Supporters of Hamas demonstrate in Amsterdam on March 23. Photo: Reuters/Romy Arroyo Fernandez

Jewish community leaders in The Netherlands issued a plaintive warning on Thursday concerning the continuing rise of antisemitism in the country, declaring: “We have had enough.”

In common with other EU member states, antisemitism has risen precipitously in The Netherlands since the Oct. 7 Hamas pogrom in Israel, with an 800 percent increase in the number of incidents recorded in the weeks immediately following the terrorist organization’s atrocities. Approximately 30,000 Jews live in The Netherlands.

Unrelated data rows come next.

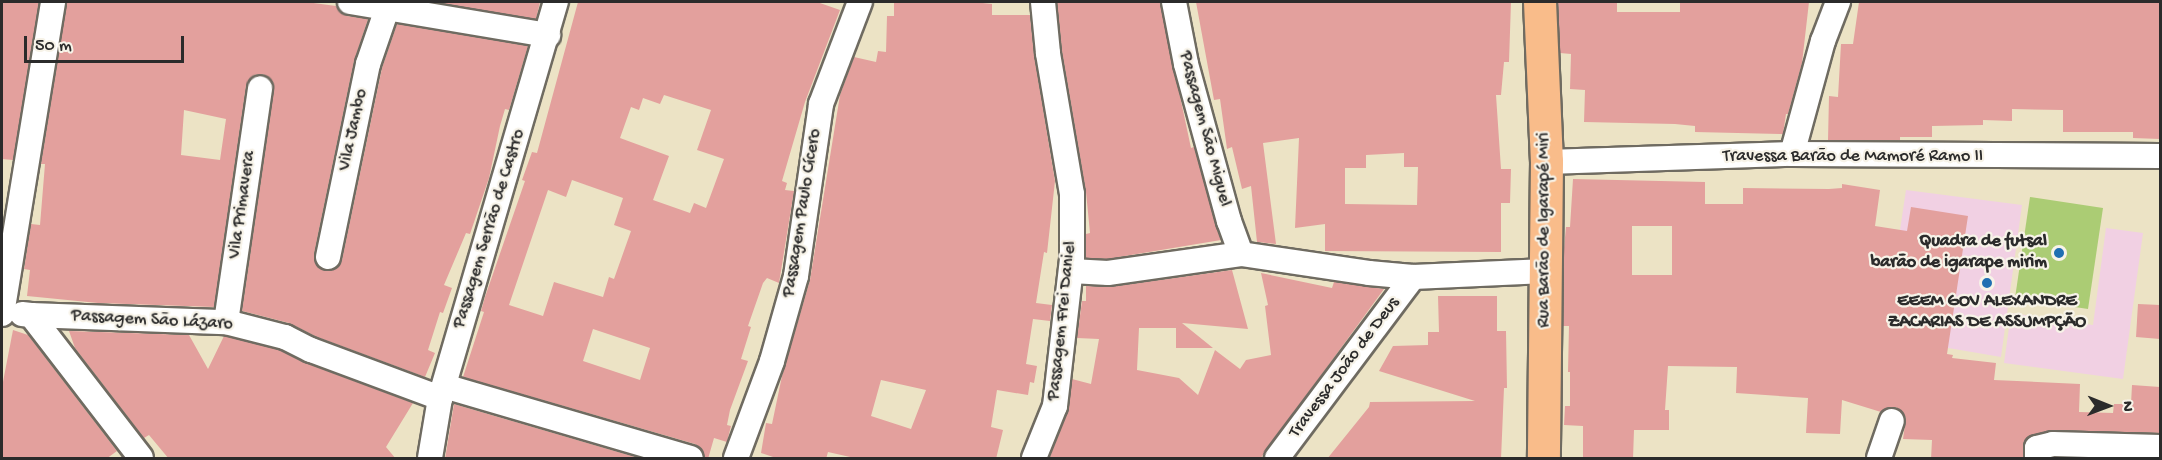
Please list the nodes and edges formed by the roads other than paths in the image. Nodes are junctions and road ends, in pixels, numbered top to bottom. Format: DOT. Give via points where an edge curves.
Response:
graph roads {
  1 [pos="52,2"];
  2 [pos="350,2"];
  3 [pos="556,2"];
  4 [pos="860,2"];
  5 [pos="1043,2"];
  6 [pos="1174,2"];
  7 [pos="1540,2"];
  8 [pos="1838,2"];
  9 [pos="388,6"];
  10 [pos="548,35"];
  11 [pos="260,88"];
  12 [pos="1792,154"];
  13 [pos="2160,156"];
  14 [pos="1547,162"];
  15 [pos="1241,254"];
  16 [pos="328,257"];
  17 [pos="1071,271"];
  18 [pos="1546,272"];
  19 [pos="1413,277"];
  20 [pos="2,312"];
  21 [pos="31,315"];
  22 [pos="226,322"];
  23 [pos="442,392"];
  24 [pos="1892,421"];
  25 [pos="2160,447"];
  26 [pos="141,459"];
  27 [pos="430,459"];
  28 [pos="691,459"];
  29 [pos="736,459"];
  30 [pos="1034,459"];
  31 [pos="1277,459"];
  32 [pos="1544,459"];
  33 [pos="1879,459"];
  34 [pos="2037,459"];
  1 -- 20 [label="street"];
  2 -- 9 [label="street"];
  3 -- 10 [label="street, Passagem Serrão de Castro"];
  4 -- 29 [label="street, Passagem Paulo Cícero" via="822,104 796,276 772,361"];
  5 -- 17 [label="street, Passagem Frei Daniel" via="1071,194"];
  6 -- 15 [label="street, Passagem São Miguel" via="1186,64"];
  7 -- 14 [label="main road, Rua Barão de Igarapé Miri"];
  8 -- 12 [label="street" via="1823,41"];
  9 -- 10 [label="street"];
  9 -- 16 [label="street, Vila Jambo" via="368,64"];
  10 -- 23 [label="street, Passagem Serrão de Castro"];
  11 -- 22 [label="street, Vila Primavera"];
  12 -- 13 [label="street, Travessa Barão de Mamoré Ramo II"];
  12 -- 14 [label="street, Travessa Barão de Mamoré Ramo II"];
  14 -- 18 [label="main road, Rua Barão de Igarapé Miri"];
  15 -- 17 [label="street" via="1108,273"];
  15 -- 19 [label="street"];
  17 -- 30 [label="street, Passagem Frei Daniel" via="1055,406"];
  18 -- 19 [label="street"];
  18 -- 32 [label="main road, Rua Barão de Igarapé Miri"];
  19 -- 31 [label="street, Travessa João de Deus"];
  20 -- 21 [label="street, Passagem São Lázaro"];
  21 -- 22 [label="street, Passagem São Lázaro"];
  21 -- 26 [label="street"];
  22 -- 23 [label="street, Passagem São Lázaro" via="285,337 311,350"];
  23 -- 27 [label="street, Passagem Serrão de Castro"];
  23 -- 28 [label="street, Passagem São Lázaro"];
  24 -- 33 [label="street"];
  25 -- 34 [label="street" via="2053,444 2037,448"];
}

High profile incidents this year have included an angry demonstration by pro-Hamas activists outside a new museum dedicated to the Holocaust, the disruption of a concert by a popular Dutch singer who has family ties to Israel, and the vicious harassment of a Jewish woman resident in an Amsterdam suburb by neighbors who discovered that her daughter serves in the Israel Defense Forces (IDF).

Speaking to the newspaper De Telegraaf, Chanan Hertzberger — the chair of the CJO Jewish communal organization — revealed that his son had been beaten up by antisemites after he played in a soccer match. “Our youth is no longer safe at educational institutions: they are canceled, attacked, intimidated,” Hertzberger said. “It is rife and we have had enough. We are normal Dutch people and also want to be considered and treated as such. Our civil liberties are at stake; more and more Jews feel threatened and intimidated and are hiding Jewish symbols.”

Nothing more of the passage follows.